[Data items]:
════
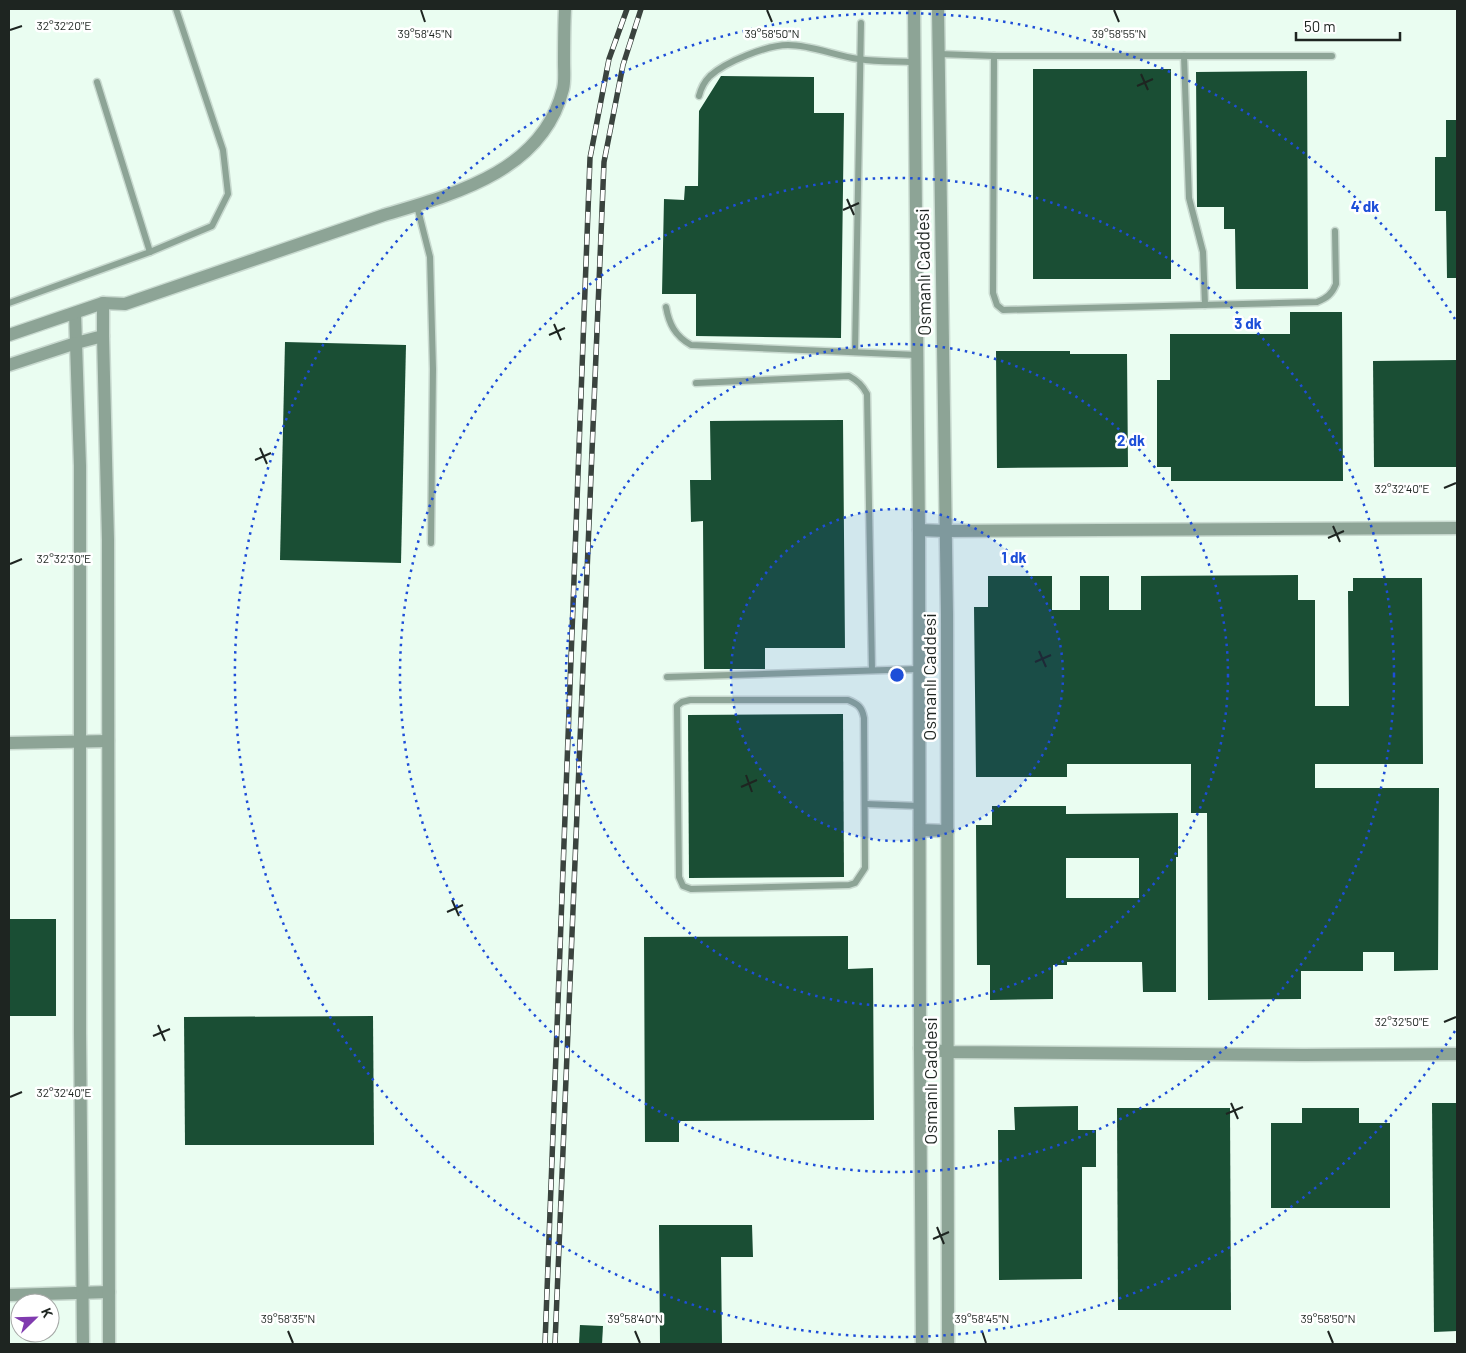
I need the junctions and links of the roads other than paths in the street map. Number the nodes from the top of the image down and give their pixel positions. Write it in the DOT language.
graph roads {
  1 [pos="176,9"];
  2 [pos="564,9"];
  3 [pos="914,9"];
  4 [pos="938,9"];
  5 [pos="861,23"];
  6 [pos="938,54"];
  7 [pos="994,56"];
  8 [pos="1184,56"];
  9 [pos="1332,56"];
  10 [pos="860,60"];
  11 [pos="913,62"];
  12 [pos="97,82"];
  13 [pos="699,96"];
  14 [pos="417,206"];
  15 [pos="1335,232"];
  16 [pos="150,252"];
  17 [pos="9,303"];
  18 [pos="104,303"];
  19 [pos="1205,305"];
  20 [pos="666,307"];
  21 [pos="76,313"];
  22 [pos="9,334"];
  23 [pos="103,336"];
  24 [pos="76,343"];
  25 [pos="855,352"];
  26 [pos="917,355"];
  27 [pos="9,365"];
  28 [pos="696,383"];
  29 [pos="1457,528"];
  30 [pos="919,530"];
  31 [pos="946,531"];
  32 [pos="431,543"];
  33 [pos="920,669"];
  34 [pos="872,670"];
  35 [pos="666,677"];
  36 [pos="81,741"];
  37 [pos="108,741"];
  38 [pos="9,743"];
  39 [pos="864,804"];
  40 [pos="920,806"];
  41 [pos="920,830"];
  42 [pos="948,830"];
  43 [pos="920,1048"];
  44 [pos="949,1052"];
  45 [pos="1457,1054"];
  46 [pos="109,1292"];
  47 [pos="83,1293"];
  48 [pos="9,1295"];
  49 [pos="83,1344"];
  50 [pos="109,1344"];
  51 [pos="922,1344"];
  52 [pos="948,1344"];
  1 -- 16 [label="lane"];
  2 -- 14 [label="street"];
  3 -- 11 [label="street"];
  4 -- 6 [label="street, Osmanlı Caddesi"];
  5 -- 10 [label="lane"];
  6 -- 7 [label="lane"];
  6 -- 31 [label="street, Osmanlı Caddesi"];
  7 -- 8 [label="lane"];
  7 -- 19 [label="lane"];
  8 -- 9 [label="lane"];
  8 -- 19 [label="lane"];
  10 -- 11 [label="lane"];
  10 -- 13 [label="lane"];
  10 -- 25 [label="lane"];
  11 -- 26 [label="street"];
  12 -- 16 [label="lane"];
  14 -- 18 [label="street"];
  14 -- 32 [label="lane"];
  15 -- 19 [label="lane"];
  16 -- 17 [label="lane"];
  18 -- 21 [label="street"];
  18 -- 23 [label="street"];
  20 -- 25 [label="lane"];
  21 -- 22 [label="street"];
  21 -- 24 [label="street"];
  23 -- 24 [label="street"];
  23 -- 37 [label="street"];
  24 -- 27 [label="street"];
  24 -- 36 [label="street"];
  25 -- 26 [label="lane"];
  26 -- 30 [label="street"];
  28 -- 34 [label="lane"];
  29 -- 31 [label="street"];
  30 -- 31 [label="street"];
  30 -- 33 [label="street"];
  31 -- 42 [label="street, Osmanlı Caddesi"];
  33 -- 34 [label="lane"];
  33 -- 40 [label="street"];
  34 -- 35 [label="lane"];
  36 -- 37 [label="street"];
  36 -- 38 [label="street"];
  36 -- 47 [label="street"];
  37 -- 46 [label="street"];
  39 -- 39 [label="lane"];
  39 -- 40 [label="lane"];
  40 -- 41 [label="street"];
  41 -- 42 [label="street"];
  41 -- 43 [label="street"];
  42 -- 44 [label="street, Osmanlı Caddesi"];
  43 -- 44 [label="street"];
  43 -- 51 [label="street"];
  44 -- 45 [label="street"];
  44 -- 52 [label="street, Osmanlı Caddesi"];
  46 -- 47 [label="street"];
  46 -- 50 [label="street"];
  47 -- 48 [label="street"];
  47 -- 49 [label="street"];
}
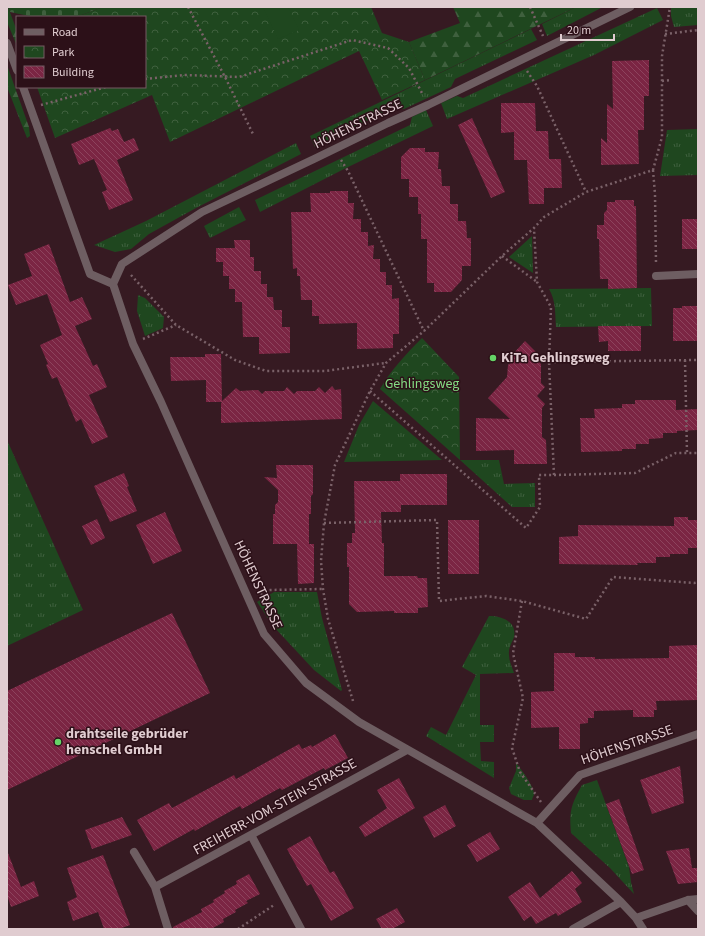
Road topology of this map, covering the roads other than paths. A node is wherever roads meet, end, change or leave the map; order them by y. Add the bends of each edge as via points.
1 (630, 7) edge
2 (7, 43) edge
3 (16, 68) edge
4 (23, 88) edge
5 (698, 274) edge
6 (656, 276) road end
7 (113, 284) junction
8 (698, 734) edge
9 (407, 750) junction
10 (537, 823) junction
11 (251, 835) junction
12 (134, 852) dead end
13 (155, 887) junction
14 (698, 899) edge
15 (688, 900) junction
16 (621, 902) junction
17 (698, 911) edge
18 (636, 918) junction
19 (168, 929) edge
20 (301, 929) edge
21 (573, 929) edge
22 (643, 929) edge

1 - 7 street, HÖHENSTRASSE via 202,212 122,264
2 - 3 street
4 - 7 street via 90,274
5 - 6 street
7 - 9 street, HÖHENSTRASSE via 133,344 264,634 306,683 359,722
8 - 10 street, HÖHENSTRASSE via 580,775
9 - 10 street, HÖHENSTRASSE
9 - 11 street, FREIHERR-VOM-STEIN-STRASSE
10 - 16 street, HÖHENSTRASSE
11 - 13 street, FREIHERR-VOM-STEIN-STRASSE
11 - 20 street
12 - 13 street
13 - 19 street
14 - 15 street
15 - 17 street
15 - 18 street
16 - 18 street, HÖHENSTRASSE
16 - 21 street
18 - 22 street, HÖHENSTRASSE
════
[PROBLEM STATEMENT]: Return, from the entries, each line that holds "HÖHENSTRASSE".

[RESULT]:
1 - 7 street, HÖHENSTRASSE via 202,212 122,264
7 - 9 street, HÖHENSTRASSE via 133,344 264,634 306,683 359,722
8 - 10 street, HÖHENSTRASSE via 580,775
9 - 10 street, HÖHENSTRASSE
10 - 16 street, HÖHENSTRASSE
16 - 18 street, HÖHENSTRASSE
18 - 22 street, HÖHENSTRASSE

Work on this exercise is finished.